Resolução autoriza o envio de mensagens em massa, desde que o eleitor tenha se cadastrado e autorizado o recebimento.
(Foto: Reprodução/Rede Social)
De acordo com o artigo 34 da Resolução do Tribunal Superior Eleitoral nº 23.610/2019, o envio de mensagens robotizadas, sem o cadastro prédio do eleitor, não é uma prática permitida como propaganda eleitoral. O caso ganhou evidência após a juíza eleitoral da 50ª zona de Corumbá, Luíza Vieira Sá de Figueiredo, determinar ao Grupo Meta, donos do aplicativo de mensagens WhatsApp, o bloqueio da conta do candidato a prefeito, Luiz Antonio Pardal, utilizada para disparar mensagens em massa aos eleitores de Corumbá.

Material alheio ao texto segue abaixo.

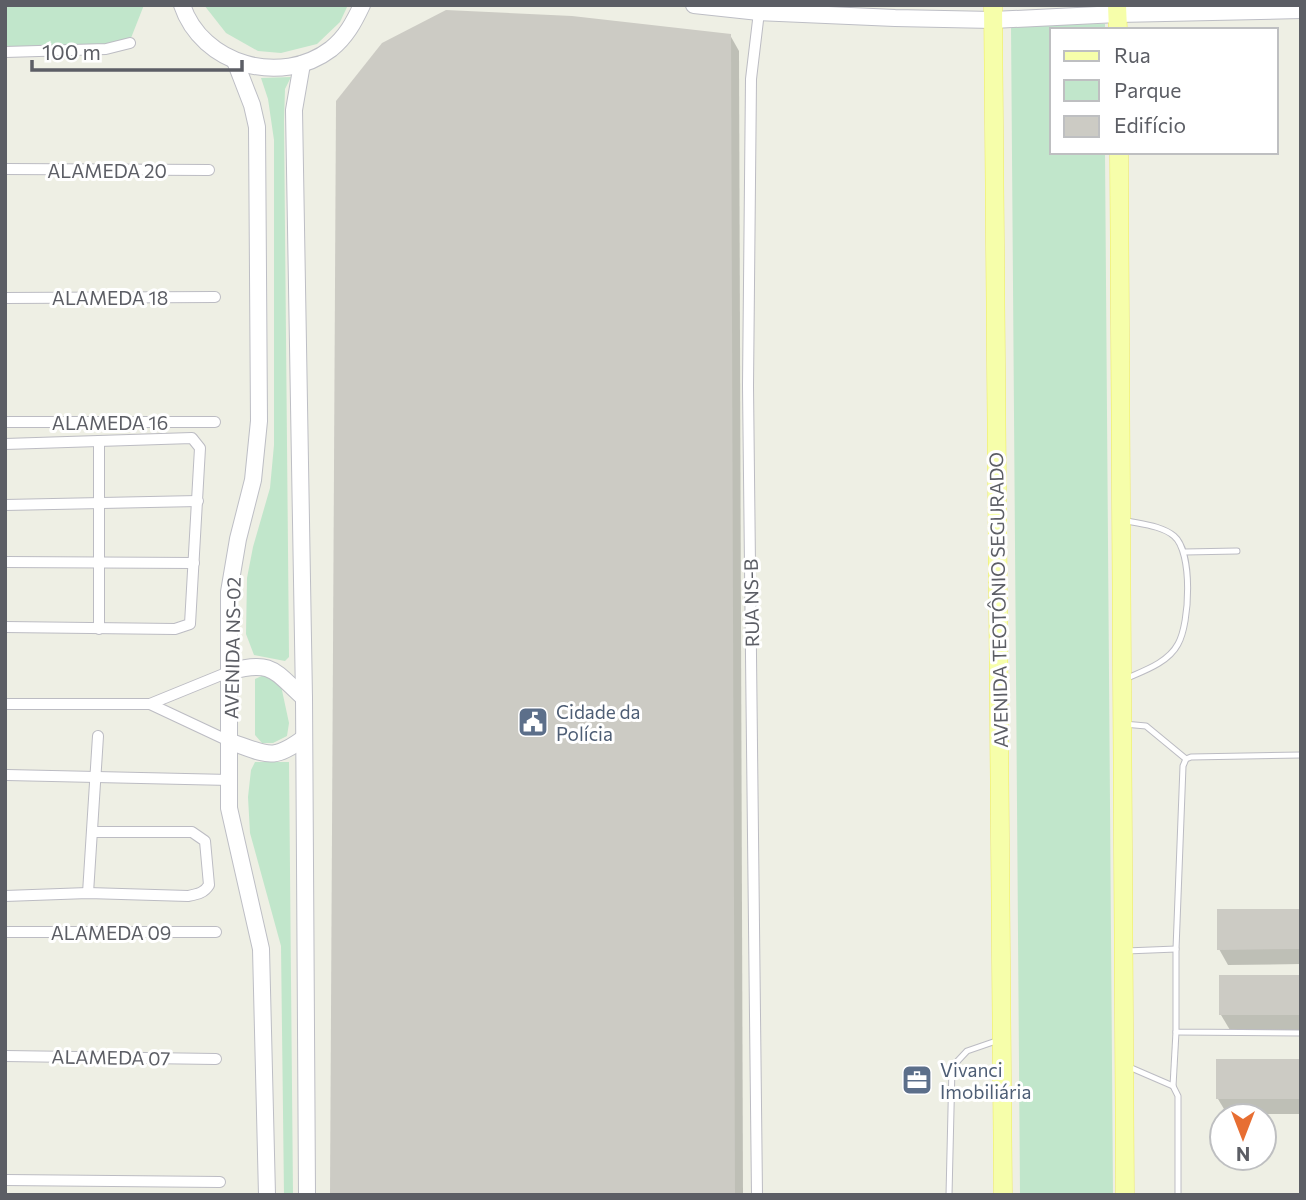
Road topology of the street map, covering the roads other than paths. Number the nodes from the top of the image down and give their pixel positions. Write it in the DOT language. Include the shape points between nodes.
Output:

As regras da propaganda eleitoral permite o envio de mensagens em massa por aplicativo, porém os destinatários destas mensagens devem ser previamente cadastrados e devem estar de acordo com o recebimento do conteúdo. Veja:
Art. 57- A. É permitida a propaganda eleitoral na internet, nos termos desta Lei, após o dia 15 de agosto do ano da eleição Art. 57-B. A propaganda eleitoral na internet poderá ser realizada nas seguintes formas:
- I - em sítio do candidato, com endereço eletrônico comunicado à Justiça Eleitoral e hospedado, direta ou indiretamente, em provedor de serviço de internet estabelecido no País;
- II - em sítio do partido ou da coligação, com endereço eletrônico comunicado à Justiça Eleitoral e hospedado, direta ou indiretamente, em provedor de serviço de internet estabelecido no País;
- III - por meio de mensagem eletrônica para endereços cadastrados gratuitamente pelo candidato, partido ou coligação;
- IV - por meio de blogs, redes sociais, sítios de mensagens instantâneas e aplicações de internet assemelhadas cujo conteúdo seja gerado ou editado por: a) candidatos, partidos ou coligações; ou
b) qualquer pessoa natural, desde que não contrate impulsionamento de conteúdos.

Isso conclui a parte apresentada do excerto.